■ **WORK TO COMPLETE**: Please write out every line of the listing without alteration, but omit the images.

■ **EXTRACTED DATA**:
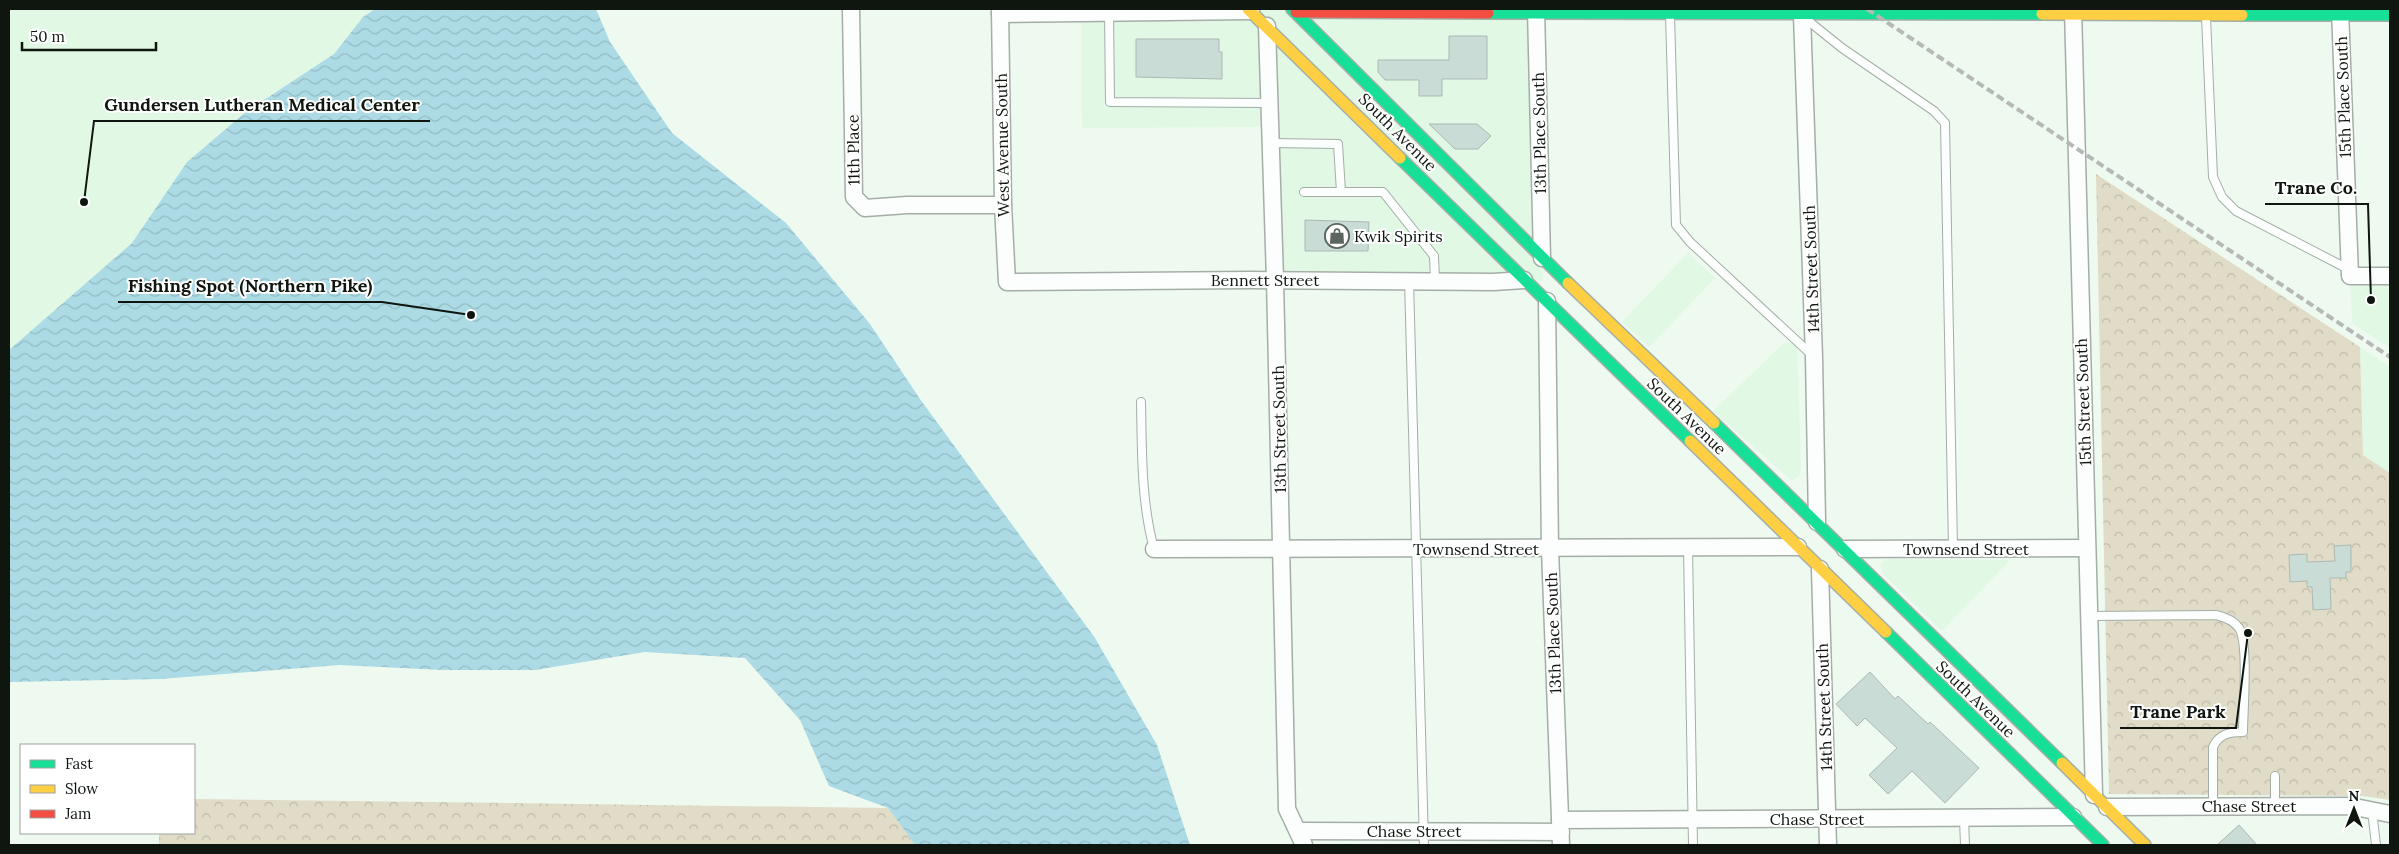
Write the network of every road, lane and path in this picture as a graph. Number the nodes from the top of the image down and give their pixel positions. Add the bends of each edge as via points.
1 (851, 9) edge
2 (1250, 10) edge
3 (1294, 10) edge
4 (1403, 10) edge
5 (1536, 10) edge
6 (1000, 11) edge
7 (1108, 12) junction
8 (1938, 12) edge
9 (2073, 12) edge
10 (2206, 12) edge
11 (2340, 12) edge
12 (1670, 13) junction
13 (1802, 15) junction
14 (2390, 15) edge
15 (1266, 25) junction
16 (1269, 103) junction
17 (1270, 143) junction
18 (1304, 192) dead end
19 (1341, 192) junction
20 (1003, 205) junction
21 (1542, 258) junction
22 (2350, 273) junction
23 (2390, 276) edge
24 (1276, 280) junction
25 (1409, 280) junction
26 (1435, 280) junction
27 (1524, 280) junction
28 (1007, 282) joint
29 (1547, 301) junction
30 (1814, 357) junction
31 (1141, 402) dead end
32 (1816, 522) junction
33 (1798, 547) junction
34 (1688, 548) junction
35 (2087, 548) junction
36 (1154, 549) joint
37 (1417, 549) junction
38 (1550, 549) junction
39 (1845, 549) junction
40 (1953, 549) junction
41 (1281, 550) junction
42 (1820, 569) junction
43 (2089, 616) junction
44 (2275, 776) dead end
45 (2094, 795) junction
46 (2213, 806) junction
47 (2275, 806) junction
48 (2107, 807) junction
49 (2372, 810) junction
50 (2390, 814) edge
51 (2073, 816) junction
52 (1692, 819) junction
53 (1964, 819) junction
54 (1828, 820) junction
55 (1561, 833) edge
56 (1301, 838) edge
57 (1424, 838) edge
58 (2101, 844) edge
59 (1693, 845) edge
60 (1828, 845) edge
61 (1964, 845) edge
62 (2145, 845) edge
63 (2376, 845) edge

1 - 20 street, 11th Place via 854,197 866,208
2 - 7 street
2 - 15 main road, South Avenue
3 - 4 main road
3 - 21 main road, South Avenue
4 - 5 main road
5 - 12 main road
5 - 21 street, 13th Place South
6 - 7 street
6 - 20 street, West Avenue South
7 - 16 lane via 1110,102
8 - 9 main road
8 - 13 main road
9 - 10 main road
9 - 35 street, 15th Street South
10 - 11 main road
10 - 22 lane via 2213,177 2222,197 2236,211
11 - 14 main road
11 - 22 street, 15th Place South
12 - 13 main road
12 - 30 lane via 1676,225 1690,242
13 - 30 street, 14th Street South
13 - 40 lane via 1842,48 1934,111 1945,123
15 - 16 street, 13th Street South
15 - 27 main road, South Avenue
16 - 17 street, 13th Street South
17 - 19 lane via 1338,144
17 - 24 street, 13th Street South
18 - 19 lane
19 - 26 lane via 1383,192 1434,256
20 - 28 street, West Avenue South
21 - 32 main road, South Avenue
22 - 23 street
24 - 25 street, Bennett Street
24 - 28 street, Bennett Street
24 - 41 street, 13th Street South
25 - 26 street, Bennett Street
25 - 37 lane
26 - 27 street, Bennett Street
27 - 29 main road, South Avenue
29 - 33 main road, South Avenue
29 - 38 street, 13th Place South
30 - 32 street, 14th Street South
31 - 36 lane via 1146,520
32 - 39 main road, South Avenue
33 - 34 street, Townsend Street
33 - 42 main road, South Avenue
34 - 38 street, Townsend Street
34 - 52 lane
35 - 40 street, Townsend Street
35 - 43 street, 15th Street South
36 - 41 street, Townsend Street
37 - 38 street, Townsend Street
37 - 41 street, Townsend Street
37 - 57 lane
38 - 55 street, 13th Place South
39 - 40 street, Townsend Street
39 - 45 main road, South Avenue
41 - 56 street, 13th Street South via 1288,809
42 - 51 main road, South Avenue
42 - 54 street, 14th Street South
43 - 45 street, 15th Street South
43 - 46 lane via 2216,615 2225,617 2238,627 2244,644 2243,732 2223,735 2213,747
44 - 47 lane
45 - 48 main road, South Avenue
46 - 47 street, Chase Street
46 - 48 street, Chase Street
47 - 49 street, Chase Street via 2350,806
48 - 62 main road, South Avenue
49 - 50 street, Chase Street
49 - 63 lane
51 - 53 street, Chase Street
51 - 58 main road, South Avenue
52 - 54 street, Chase Street
52 - 55 street, Chase Street
52 - 59 lane
53 - 54 street, Chase Street
53 - 61 lane
54 - 60 street, 14th Street South
55 - 57 street, Chase Street
56 - 57 street, Chase Street

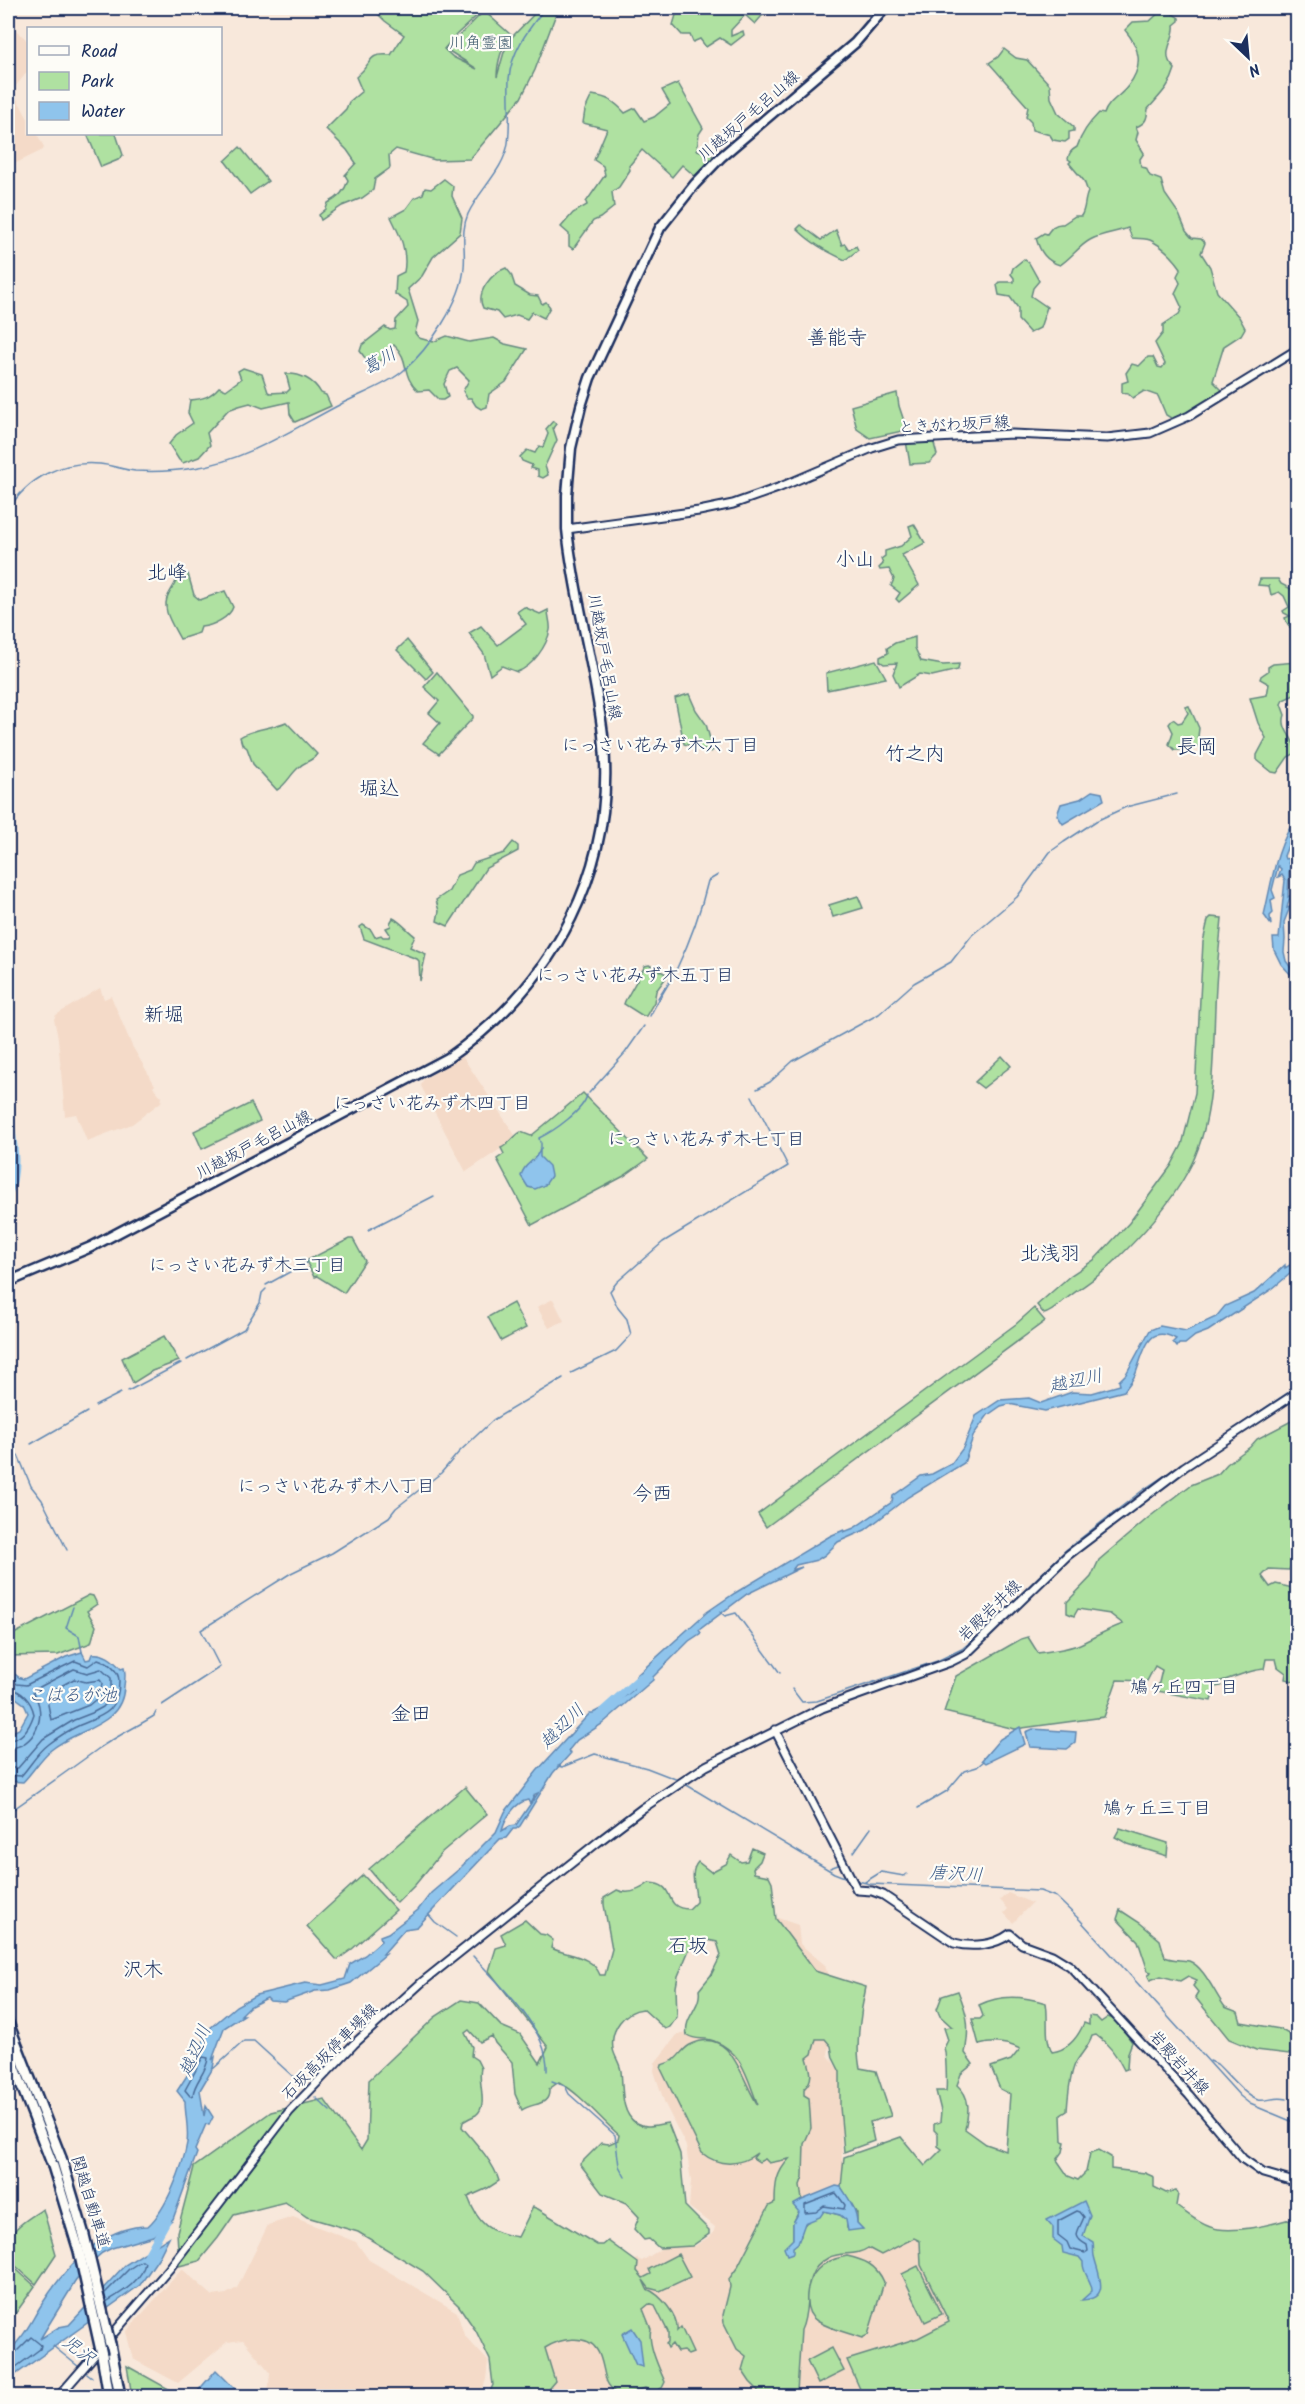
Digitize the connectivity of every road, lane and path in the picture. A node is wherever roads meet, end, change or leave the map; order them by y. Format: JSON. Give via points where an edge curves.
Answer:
{"nodes":[{"id":1,"x":885,"y":8,"type":"edge"},
{"id":2,"x":1298,"y":349,"type":"edge"},
{"id":3,"x":567,"y":529,"type":"junction"},
{"id":4,"x":8,"y":1282,"type":"edge"},
{"id":5,"x":1298,"y":1392,"type":"edge"},
{"id":6,"x":775,"y":1730,"type":"junction"},
{"id":7,"x":8,"y":2023,"type":"edge"},
{"id":8,"x":8,"y":2050,"type":"edge"},
{"id":9,"x":1298,"y":2183,"type":"edge"},
{"id":10,"x":59,"y":2397,"type":"edge"},
{"id":11,"x":107,"y":2397,"type":"edge"},
{"id":12,"x":120,"y":2397,"type":"edge"}],
"edges":[{"from":1,"to":3,"type":"main road","name":"川越坂戸毛呂山線","via":[[855,43],[722,157],[660,228],[594,369],[581,406],[569,465]]},
{"from":2,"to":3,"type":"main road","name":"ときがわ坂戸線","via":[[1190,416],[1150,433],[1107,438],[1012,434],[898,440],[733,504]]},
{"from":3,"to":4,"type":"main road","name":"川越坂戸毛呂山線","via":[[603,734],[604,809],[597,847],[579,900],[564,933],[535,978],[505,1012],[448,1058],[99,1243]]},
{"from":5,"to":6,"type":"main road","name":"岩殿岩井線","via":[[1184,1467],[1068,1555],[966,1654],[822,1708]]},
{"from":6,"to":9,"type":"main road","name":"岩殿岩井線","via":[[857,1890],[883,1895],[954,1943],[996,1942],[1010,1934],[1022,1944],[1059,1958],[1138,2038],[1243,2159],[1263,2173]]},
{"from":6,"to":10,"type":"main road","name":"石坂高坂停車場線","via":[[677,1784],[598,1842],[421,1983],[354,2044],[289,2112],[170,2269]]},
{"from":7,"to":12,"type":"highway","name":"関越自動車道","bridge":true,"via":[[61,2158],[90,2257]]},
{"from":8,"to":11,"type":"highway","name":"関越自動車道","bridge":true,"via":[[53,2166],[82,2262]]}]}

■ **TASK RESULT**:
Write the network of every road, lane and path in this picture as a graph. Number the nodes from the top of the image down and give their pixel positions. Add the bends of each edge as via points.
1 (851, 9) edge
2 (1250, 10) edge
3 (1294, 10) edge
4 (1403, 10) edge
5 (1536, 10) edge
6 (1000, 11) edge
7 (1108, 12) junction
8 (1938, 12) edge
9 (2073, 12) edge
10 (2206, 12) edge
11 (2340, 12) edge
12 (1670, 13) junction
13 (1802, 15) junction
14 (2390, 15) edge
15 (1266, 25) junction
16 (1269, 103) junction
17 (1270, 143) junction
18 (1304, 192) dead end
19 (1341, 192) junction
20 (1003, 205) junction
21 (1542, 258) junction
22 (2350, 273) junction
23 (2390, 276) edge
24 (1276, 280) junction
25 (1409, 280) junction
26 (1435, 280) junction
27 (1524, 280) junction
28 (1007, 282) joint
29 (1547, 301) junction
30 (1814, 357) junction
31 (1141, 402) dead end
32 (1816, 522) junction
33 (1798, 547) junction
34 (1688, 548) junction
35 (2087, 548) junction
36 (1154, 549) joint
37 (1417, 549) junction
38 (1550, 549) junction
39 (1845, 549) junction
40 (1953, 549) junction
41 (1281, 550) junction
42 (1820, 569) junction
43 (2089, 616) junction
44 (2275, 776) dead end
45 (2094, 795) junction
46 (2213, 806) junction
47 (2275, 806) junction
48 (2107, 807) junction
49 (2372, 810) junction
50 (2390, 814) edge
51 (2073, 816) junction
52 (1692, 819) junction
53 (1964, 819) junction
54 (1828, 820) junction
55 (1561, 833) edge
56 (1301, 838) edge
57 (1424, 838) edge
58 (2101, 844) edge
59 (1693, 845) edge
60 (1828, 845) edge
61 (1964, 845) edge
62 (2145, 845) edge
63 (2376, 845) edge

1 - 20 street, 11th Place via 854,197 866,208
2 - 7 street
2 - 15 main road, South Avenue
3 - 4 main road
3 - 21 main road, South Avenue
4 - 5 main road
5 - 12 main road
5 - 21 street, 13th Place South
6 - 7 street
6 - 20 street, West Avenue South
7 - 16 lane via 1110,102
8 - 9 main road
8 - 13 main road
9 - 10 main road
9 - 35 street, 15th Street South
10 - 11 main road
10 - 22 lane via 2213,177 2222,197 2236,211
11 - 14 main road
11 - 22 street, 15th Place South
12 - 13 main road
12 - 30 lane via 1676,225 1690,242
13 - 30 street, 14th Street South
13 - 40 lane via 1842,48 1934,111 1945,123
15 - 16 street, 13th Street South
15 - 27 main road, South Avenue
16 - 17 street, 13th Street South
17 - 19 lane via 1338,144
17 - 24 street, 13th Street South
18 - 19 lane
19 - 26 lane via 1383,192 1434,256
20 - 28 street, West Avenue South
21 - 32 main road, South Avenue
22 - 23 street
24 - 25 street, Bennett Street
24 - 28 street, Bennett Street
24 - 41 street, 13th Street South
25 - 26 street, Bennett Street
25 - 37 lane
26 - 27 street, Bennett Street
27 - 29 main road, South Avenue
29 - 33 main road, South Avenue
29 - 38 street, 13th Place South
30 - 32 street, 14th Street South
31 - 36 lane via 1146,520
32 - 39 main road, South Avenue
33 - 34 street, Townsend Street
33 - 42 main road, South Avenue
34 - 38 street, Townsend Street
34 - 52 lane
35 - 40 street, Townsend Street
35 - 43 street, 15th Street South
36 - 41 street, Townsend Street
37 - 38 street, Townsend Street
37 - 41 street, Townsend Street
37 - 57 lane
38 - 55 street, 13th Place South
39 - 40 street, Townsend Street
39 - 45 main road, South Avenue
41 - 56 street, 13th Street South via 1288,809
42 - 51 main road, South Avenue
42 - 54 street, 14th Street South
43 - 45 street, 15th Street South
43 - 46 lane via 2216,615 2225,617 2238,627 2244,644 2243,732 2223,735 2213,747
44 - 47 lane
45 - 48 main road, South Avenue
46 - 47 street, Chase Street
46 - 48 street, Chase Street
47 - 49 street, Chase Street via 2350,806
48 - 62 main road, South Avenue
49 - 50 street, Chase Street
49 - 63 lane
51 - 53 street, Chase Street
51 - 58 main road, South Avenue
52 - 54 street, Chase Street
52 - 55 street, Chase Street
52 - 59 lane
53 - 54 street, Chase Street
53 - 61 lane
54 - 60 street, 14th Street South
55 - 57 street, Chase Street
56 - 57 street, Chase Street

Digitize the connectivity of every road, lane and path in the picture. A node is wherever roads meet, end, change or leave the map; order them by y. Format: JSON. Give via points where an edge curves.
Answer:
{"nodes":[{"id":1,"x":885,"y":8,"type":"edge"},
{"id":2,"x":1298,"y":349,"type":"edge"},
{"id":3,"x":567,"y":529,"type":"junction"},
{"id":4,"x":8,"y":1282,"type":"edge"},
{"id":5,"x":1298,"y":1392,"type":"edge"},
{"id":6,"x":775,"y":1730,"type":"junction"},
{"id":7,"x":8,"y":2023,"type":"edge"},
{"id":8,"x":8,"y":2050,"type":"edge"},
{"id":9,"x":1298,"y":2183,"type":"edge"},
{"id":10,"x":59,"y":2397,"type":"edge"},
{"id":11,"x":107,"y":2397,"type":"edge"},
{"id":12,"x":120,"y":2397,"type":"edge"}],
"edges":[{"from":1,"to":3,"type":"main road","name":"川越坂戸毛呂山線","via":[[855,43],[722,157],[660,228],[594,369],[581,406],[569,465]]},
{"from":2,"to":3,"type":"main road","name":"ときがわ坂戸線","via":[[1190,416],[1150,433],[1107,438],[1012,434],[898,440],[733,504]]},
{"from":3,"to":4,"type":"main road","name":"川越坂戸毛呂山線","via":[[603,734],[604,809],[597,847],[579,900],[564,933],[535,978],[505,1012],[448,1058],[99,1243]]},
{"from":5,"to":6,"type":"main road","name":"岩殿岩井線","via":[[1184,1467],[1068,1555],[966,1654],[822,1708]]},
{"from":6,"to":9,"type":"main road","name":"岩殿岩井線","via":[[857,1890],[883,1895],[954,1943],[996,1942],[1010,1934],[1022,1944],[1059,1958],[1138,2038],[1243,2159],[1263,2173]]},
{"from":6,"to":10,"type":"main road","name":"石坂高坂停車場線","via":[[677,1784],[598,1842],[421,1983],[354,2044],[289,2112],[170,2269]]},
{"from":7,"to":12,"type":"highway","name":"関越自動車道","bridge":true,"via":[[61,2158],[90,2257]]},
{"from":8,"to":11,"type":"highway","name":"関越自動車道","bridge":true,"via":[[53,2166],[82,2262]]}]}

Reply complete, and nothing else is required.